Since SOFY’s debut single, ‘Strawberry Milkshake,’ her witty, observational lyricism found its way to our playlists and became one of the most promising newcomers of the last few years. As her Instagram bio states, it’s SOFY’s world, and we’re just living in it.
Starting in 2021, SOFY entered the music scene with a surplus of aspiring artists with unique songwriting humor and relatable accounts of coming-of-age realisations and experiences. Built on her signature alternative pop soundscapes, SOFY kick-started an astonishing timeline of career-defining moments.
Following the release of her debut EP ‘Bored In Colour (Pt. 1),‘ SOFY began a year of milestones she will never forget. Only a year into her career, SOFY landed a spot performing at Glastonbury, which escalated into a packed-out tent show. Her single ‘Big Talk’ was picked for FIFA 2023 soundtrack alongside many incredible others, including Loyle Carner, FKA Twigs, Slowthai, and ROSALIA.
As she recalls in our chat, SOFY lived through a memorable summer of debut festival appearances. On top of it, she headlined two sold-out shows at London’s Social and Omeara. About to say farewell to her ‘Bored In Colour’ era, SOFY announces a concert at Lafayette on March 29th.
Sipping a cup of coffee in her Mile End home in London, SOFY is already listening to new demos she wrote over the weekend. Noctis dissects her ‘Bored In Colour’ projects as she lays out her magical findings of mundane situations while she breaks down how she fell in love with songwriting.
First of all, congratulations on all of your success, it has been beautiful watching your journey so far. How are you feeling about the past year, your debut festival season, headline show etc?
Ah thank you! Last year was mad, playing shows is like the best thing in the world to me and my band so being able to do so many last year was super special. I think your first summer on the festival circuit is something you remember forever.
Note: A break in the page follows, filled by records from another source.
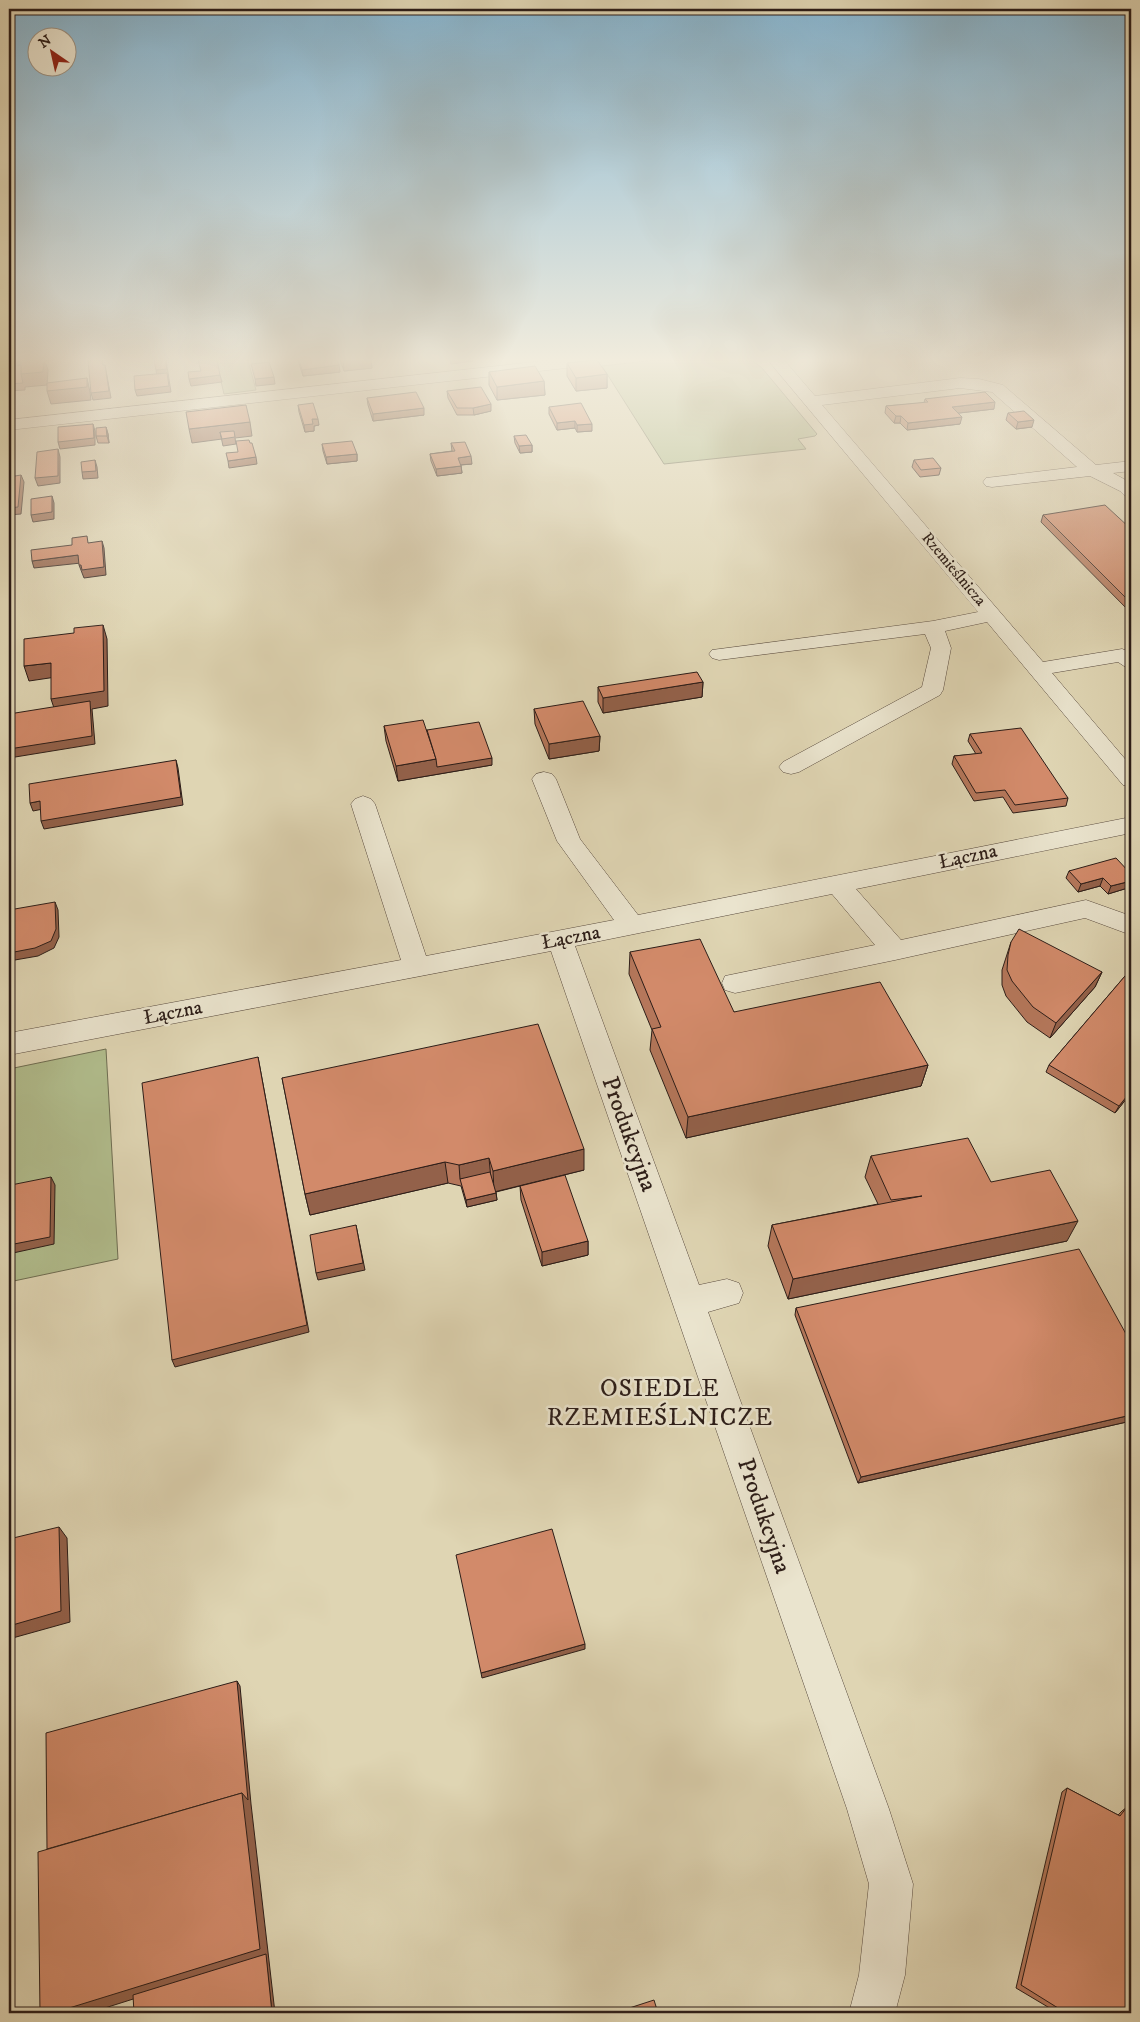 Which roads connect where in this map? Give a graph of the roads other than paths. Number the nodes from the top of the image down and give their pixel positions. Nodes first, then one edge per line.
1 (856, 454) edge
2 (1072, 454) edge
3 (1131, 466) edge
4 (1090, 470) junction
5 (992, 482) dead end
6 (1131, 492) edge
7 (993, 615) junction
8 (933, 627) junction
9 (719, 654) dead end
10 (1131, 662) edge
11 (1038, 669) junction
12 (791, 767) dead end
13 (544, 779) dead end
14 (1131, 780) edge
15 (364, 804) dead end
16 (1131, 825) edge
17 (838, 884) junction
18 (631, 925) junction
19 (1131, 926) edge
20 (560, 940) junction
21 (895, 951) junction
22 (416, 967) junction
23 (734, 983) dead end
24 (9, 1044) edge
25 (727, 1294) dead end
26 (688, 1302) junction
27 (872, 2013) edge

1 - 7 street, Rzemieślnicza
2 - 4 street
3 - 4 street
4 - 5 street
4 - 6 street
7 - 8 street
7 - 11 street, Rzemieślnicza
8 - 9 street
8 - 12 street
10 - 11 street
11 - 14 street, Rzemieślnicza
13 - 18 street
15 - 22 street
16 - 17 street, Łączna
17 - 18 street, Łączna
17 - 21 street
18 - 20 street, Łączna
19 - 21 street
20 - 22 street, Łączna
20 - 26 street, Produkcyjna
21 - 23 street
22 - 24 street, Łączna
25 - 26 street
26 - 27 street, Produkcyjna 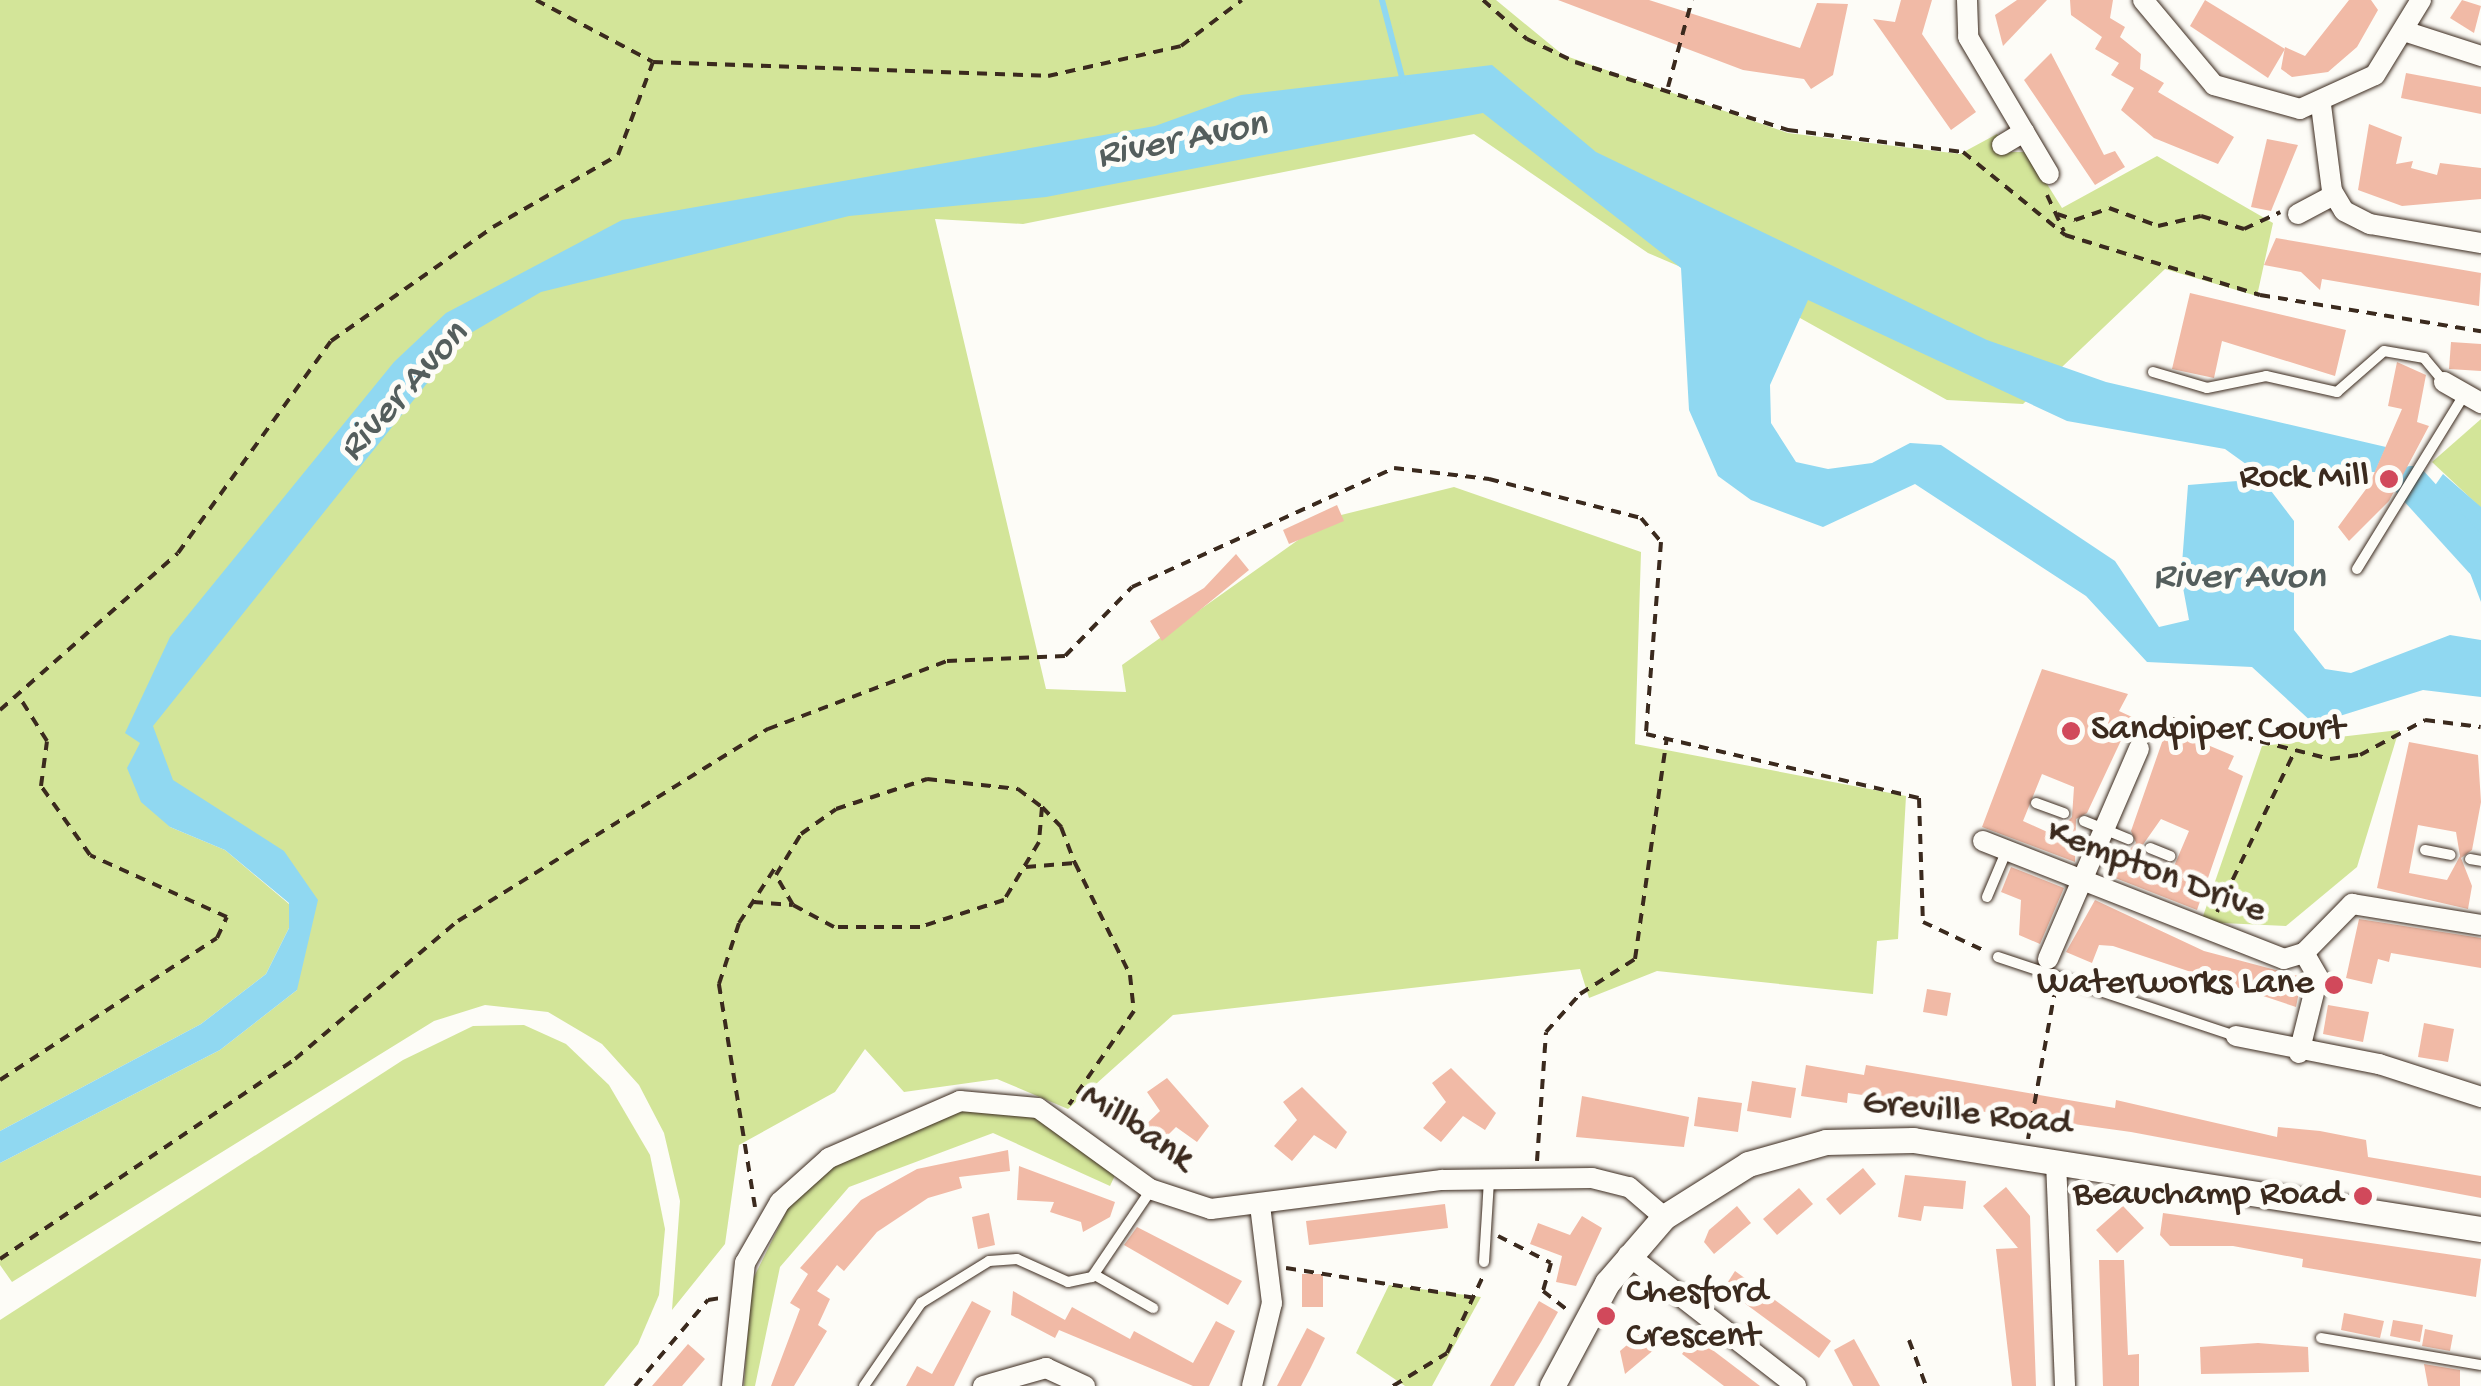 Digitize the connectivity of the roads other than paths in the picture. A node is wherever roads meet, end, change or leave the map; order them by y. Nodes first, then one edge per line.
1 (1967, 0) edge
2 (2421, 0) edge
3 (2145, 1) edge
4 (2407, 32) junction
5 (2481, 56) edge
6 (2321, 105) junction
7 (2024, 132) junction
8 (2002, 144) dead end
9 (2049, 174) road end
10 (2334, 196) junction
11 (2298, 214) road end
12 (2481, 243) edge
13 (2152, 372) dead end
14 (2444, 382) joint
15 (2471, 401) edge
16 (2356, 569) dead end
17 (2142, 741) road end
18 (2036, 803) dead end
19 (2064, 813) dead end
20 (2084, 821) dead end
21 (2105, 830) junction
22 (2128, 839) dead end
23 (1983, 841) dead end
24 (2150, 848) dead end
25 (2425, 850) dead end
26 (2006, 852) junction
27 (2452, 855) dead end
28 (2170, 856) dead end
29 (2085, 876) junction
30 (1987, 898) dead end
31 (2481, 924) edge
32 (2304, 952) junction
33 (1998, 957) road end
34 (2048, 959) dead end
35 (2236, 1036) joint
36 (2299, 1053) junction
37 (2481, 1098) edge
38 (2056, 1161) junction
39 (1489, 1179) junction
40 (1151, 1190) junction
41 (1260, 1205) junction
42 (1664, 1218) junction
43 (2481, 1229) edge
44 (1628, 1255) junction
45 (1484, 1262) dead end
46 (1095, 1274) junction
47 (1153, 1308) dead end
48 (2322, 1338) dead end
49 (2481, 1364) edge
50 (732, 1386) edge
51 (864, 1386) edge
52 (983, 1386) edge
53 (1085, 1386) edge
54 (1252, 1386) edge
55 (1552, 1386) edge
56 (1796, 1386) edge
57 (2065, 1386) edge

1 - 7 street
2 - 4 street
3 - 6 street
4 - 5 street
4 - 6 street
6 - 10 street
7 - 8 street
7 - 9 street
10 - 11 street
10 - 12 street
13 - 14 lane
14 - 15 street
15 - 16 lane
17 - 21 street
18 - 19 lane
20 - 21 lane
21 - 22 lane
21 - 29 street
23 - 26 street, Kempton Drive
24 - 28 lane
25 - 27 lane
26 - 29 street, Kempton Drive
26 - 30 lane
29 - 32 street, Kempton Drive
29 - 34 street
31 - 32 street, Kempton Drive
32 - 36 street, Kempton Drive
33 - 35 lane
35 - 36 street
36 - 37 street
38 - 42 street, Greville Road
38 - 43 street, Greville Road
38 - 57 street
39 - 41 street, Millbank
39 - 42 street, Millbank
39 - 45 lane
40 - 41 street, Millbank
40 - 46 lane
40 - 50 street, Millbank
41 - 54 street
42 - 44 street, Greville Road
44 - 55 street, Greville Road
44 - 56 street
46 - 47 lane
46 - 51 lane
48 - 49 lane
52 - 53 street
Could you reminisce to your early days, were you musical as a child?
I wouldn’t say I was musical, I didn’t play any instruments, but I remember hearing melodies in my head from a really early age and they’d get stuck for days. I also used to rope my friends and siblings into writing stupid songs with me, we’d make up alternative lyrics about our dog or something to Busted songs. They would always get bored after an hour or so, but I used to get completely lost in it and would want to carry on all day, and I could never understand why the others didn’t feel the same. That’s why I love doing writing sessions so much now, it just feels like those games again, but the difference is that nobody in the room wants to stop playing anymore.
Do you remember the moment when you decided you want to pursue this career professionally?
It was when I first started writing songs in lockdown, I totally fell in love with it and realized I couldn’t imagine myself being happy doing anything else
What are your songwriting rituals? Or are you more of a ‘on-the-spot/in-the-moment’ writer?
I always try and go in with a concept or a reference song in mind, but other than that it’s pretty much anything goes. I like to have snacks in the studio, at the moment I’m really into these streaky bacon corn crisp things from Tesco, I’m gonna have to credit them on my next project.
This year, you had many pinch-me moments such as your single ‘Big Talk’ picked for FIFA Soundtrack 2023 and performing at packed Glastonbury tent. How was it performing at Glastonbury so early on in your career?
It was wicked, I definitely wasn’t expecting to be able to do that so soon. Me and the boys were pretty overwhelmed the whole time, it kind of felt like it was someone else on stage not us. It’s definitely made me even more motivated to go back there and play again on one of the big boy stages though, hopefully you’ll see us on the John Peel soon!!
How did you feel performing at headline show at Omeara?
That was another crazy moment, playing a ‘home game’ and doing a show in London is always loads of fun. The mad thing with Omeara though was how many faces in the crowd I didn’t recognise compared to my previous shows in London where a lot of the audience were my mates – it feels weird to have actual fans now that are just coming because they like the music not just because it’s a social obligation haha. But weird in a good way. The project feels a lot bigger now.
How is your new EP ‘Bored In Colour Pt. 2’ different from Pt. 1? Are your trying to portray different emotions in each project?
The overall concept and emotions remains consistent with Part 1 I think, all the songs are just a collection of my thoughts and feelings so far, a big melting pot of life as a 20 something in London. Part 2 definitely feels like an evolution of my sound though, it mixes a few more upbeat indie and brit-pop influences with the alt-pop and hip-hop vibes of the first EP.
Could you share how you came up with the title ‘Bored In Colour;?
Bored In Colour basically means finding the magic in mundane situations, taking every day moments and making them vibrant.
What would be your dream collaboration dn dream stage to perform at?
Dream collaboration would be to do a song with Easy Life or Remi Wolf, and my dream stage is Ally Pally in London
What can we expect from you in 2023?
I’m playing a big show at Lafayette in March, which is our biggest show so far and sort of a farewell to the Bored In Colour era. And then, lots and lots of new music – some of which you might not be expecting.